Atouts de la candidature: la qualité du dossier technique de Pyeongchang n'est plus à démontrer. Apprécié par la commission d'évaluation pour les JO-2010 (décernés à Vancouver), il fut le mieux noté pour l'attribution des JO-2014, finalement attribués à Sotchi, et n'a connu que quelques changements depuis.
Le budget de campagne estimé à plus de 100 millions d'euros est révélateur de la puissance de la candidature soutenue par de grandes entreprises nationales, l'ensemble de la classe politique et de la population.
La règle non écrite de l'alternance des continents qui voudrait qu'après deux éditions en Europe (Turin 2006, Sotchi 2014), deux en Amérique du Nord (Salt Lake City 2002, Vancouver 2010), les JO d'hiver retournent en Asie pour la première fois depuis 1998 et Nagano.
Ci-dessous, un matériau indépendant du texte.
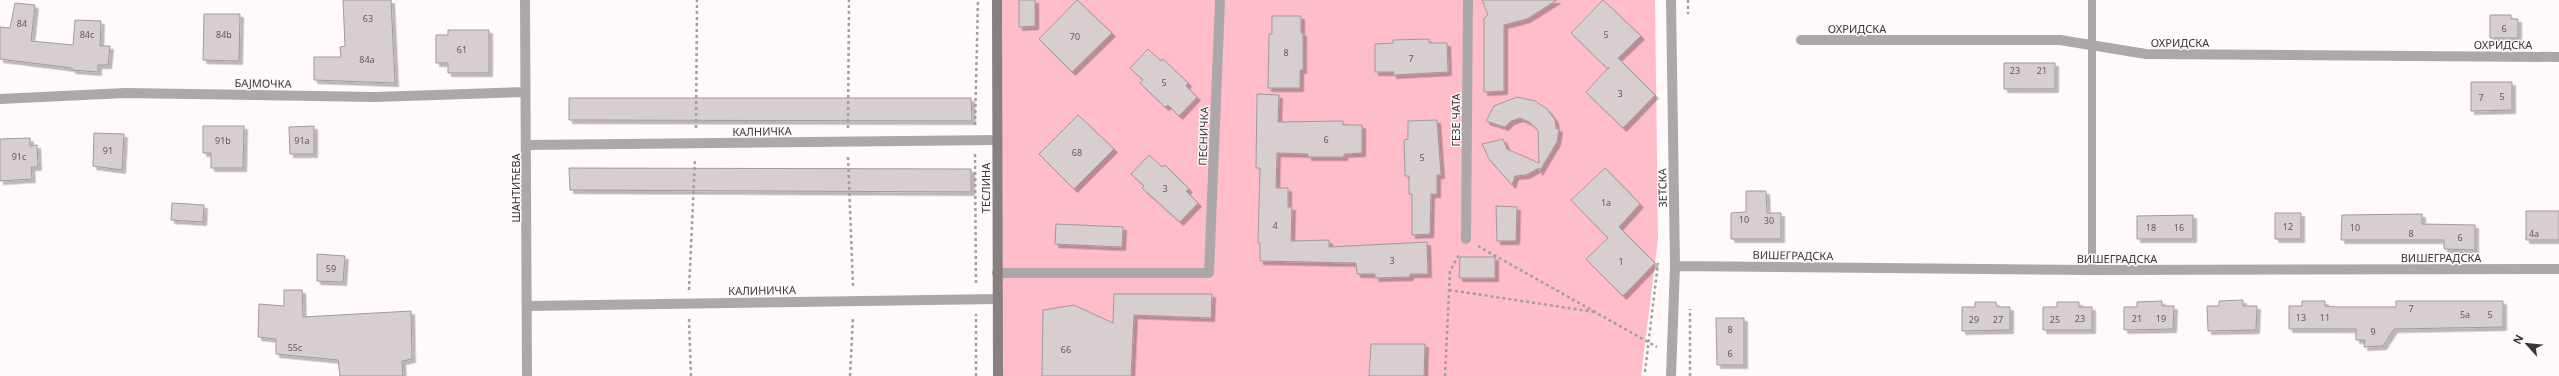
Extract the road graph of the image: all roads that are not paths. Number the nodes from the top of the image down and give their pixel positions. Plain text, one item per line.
1 (525, 0) edge
2 (997, 0) edge
3 (1220, 0) edge
4 (1468, 0) edge
5 (1671, 0) edge
6 (2092, 0) edge
7 (1801, 40) dead end
8 (2091, 44) junction
9 (2559, 57) edge
10 (525, 92) junction
11 (0, 99) edge
12 (997, 140) junction
13 (527, 145) junction
14 (1466, 239) road end
15 (1675, 266) junction
16 (2559, 269) edge
17 (2092, 270) junction
18 (997, 273) junction
19 (997, 299) junction
20 (528, 306) junction
21 (527, 376) edge
22 (998, 376) edge
23 (1671, 376) edge

1 - 10 street, ШАНТИЋЕВА
2 - 12 street, ТЕСЛИНА
3 - 18 street, ПЕСНИЧКА
4 - 14 street, ГЕЗЕ ЧАТА
5 - 15 street, ЗЕТСКА
6 - 8 lane
7 - 8 street, ОХРИДСКА
8 - 9 street, ОХРИДСКА
8 - 17 lane
10 - 11 street, БАЈМОЧКА
10 - 13 street, ШАНТИЋЕВА
12 - 13 street, КАЛНИЧКА
12 - 18 street, ТЕСЛИНА
13 - 20 street, ШАНТИЋЕВА
15 - 17 street, ВИШЕГРАДСКА
15 - 23 street, ЗЕТСКА
16 - 17 street, ВИШЕГРАДСКА
18 - 19 street, ТЕСЛИНА
19 - 20 street, КАЛИНИЧКА
19 - 22 street, ТЕСЛИНА
20 - 21 street, ШАНТИЋЕВА

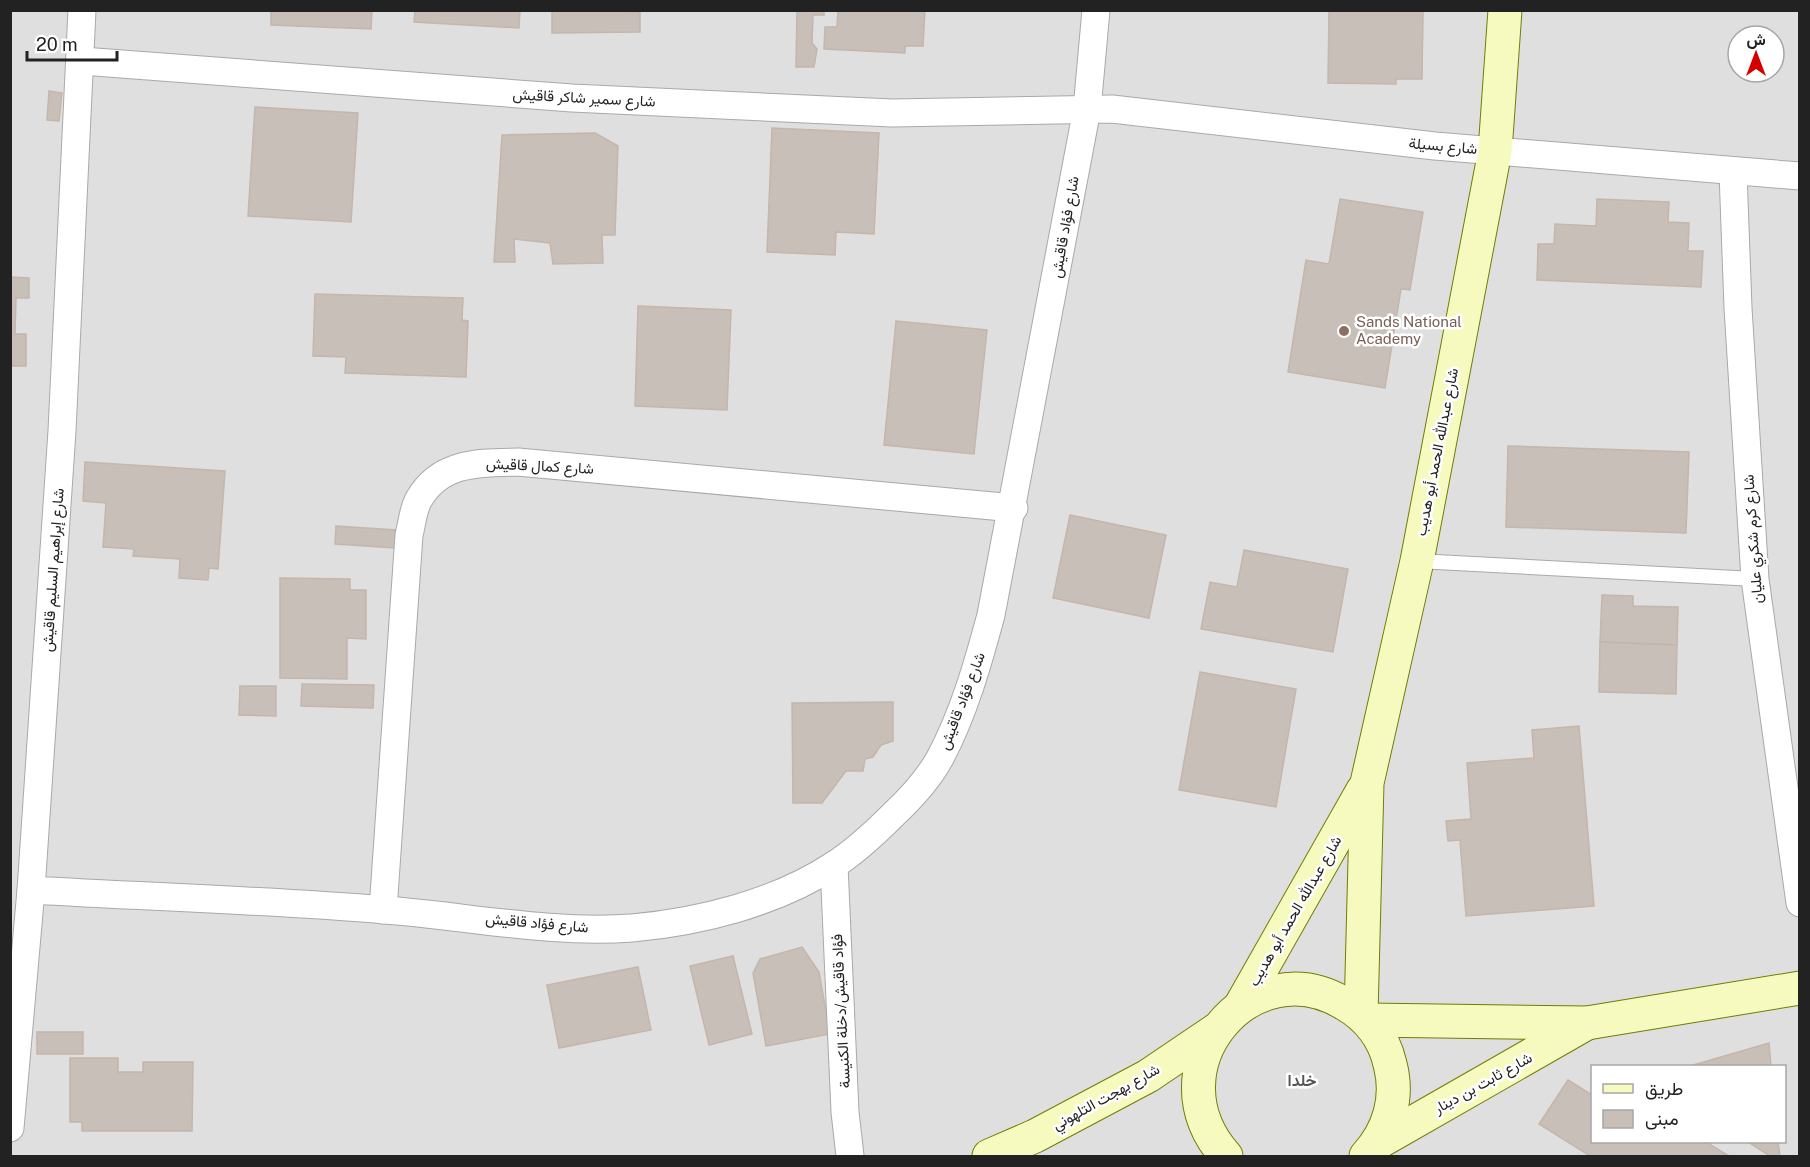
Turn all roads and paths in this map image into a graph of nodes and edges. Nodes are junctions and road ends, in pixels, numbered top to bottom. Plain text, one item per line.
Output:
1 (82, 10) edge
2 (1096, 10) edge
3 (1505, 10) edge
4 (82, 61) junction
5 (1087, 109) junction
6 (1495, 151) junction
7 (1733, 172) junction
8 (1800, 176) edge
9 (1014, 508) junction
10 (1417, 561) junction
11 (1755, 579) junction
12 (1367, 783) junction
13 (834, 865) junction
14 (31, 891) junction
15 (1800, 903) edge
16 (383, 910) junction
17 (1800, 988) edge
18 (1365, 1017) junction
19 (1229, 1018) junction
20 (1587, 1023) junction
21 (10, 1128) edge
22 (1373, 1149) edge
23 (850, 1156) edge
24 (989, 1156) edge
25 (1226, 1156) edge

1 - 4 street, شارع إبراهيم السليم قاقيش
2 - 5 street, شارع فؤاد قاقيش
3 - 6 street, شارع عبدالله الحمد أبو هديب
4 - 5 street, شارع سمير شاكر قاقيش
4 - 14 street, شارع إبراهيم السليم قاقيش
5 - 6 street, شارع بسيلة
5 - 9 street, شارع فؤاد قاقيش
6 - 7 street, شارع بسيلة
6 - 10 street, شارع عبدالله الحمد أبو هديب
7 - 8 street, شارع بسيلة
7 - 11 street, شارع كرم شكري عليان
9 - 13 street, شارع فؤاد قاقيش
9 - 16 street, شارع كمال قاقيش
10 - 11 lane
10 - 12 street, شارع عبدالله الحمد أبو هديب
11 - 15 street, شارع كرم شكري عليان
12 - 18 street, شارع عبدالله الحمد أبو هديب
12 - 19 street, شارع عبدالله الحمد أبو هديب
13 - 16 street, شارع فؤاد قاقيش
13 - 23 street, فؤاد قاقيش/دخلة الكنيسة
14 - 16 street, شارع فؤاد قاقيش
14 - 21 street, شارع إبراهيم السليم قاقيش
17 - 20 street, شارع ثابت بن دينار
18 - 19 street, شارع بهجت التلهوني
18 - 20 street, شارع ثابت بن دينار
18 - 22 street
19 - 24 street, شارع بهجت التلهوني
19 - 25 street, شارع عبدالله الحمد أبو هديب
20 - 22 street, شارع ثابت بن دينار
Handicaps de la candidature: les aléas climatiques de la région, déjà stigmatisés par les jeux Olympiques de Nagano (Japon) en 1998 et les problèmes organisationnels rencontrés lors des différentes épreuves de ski alpin, de fond ou de biathlon organisées en Corée et souvent critiquées par les athlètes participants.
L'absence d'ambassadeur sportif de premier plan et la gestion de la candidature par la classe politique et les milieux économiques.
L'insécurité que font peser sur le climat politique et militaire les tensions récurrentes avec la Corée du Nord.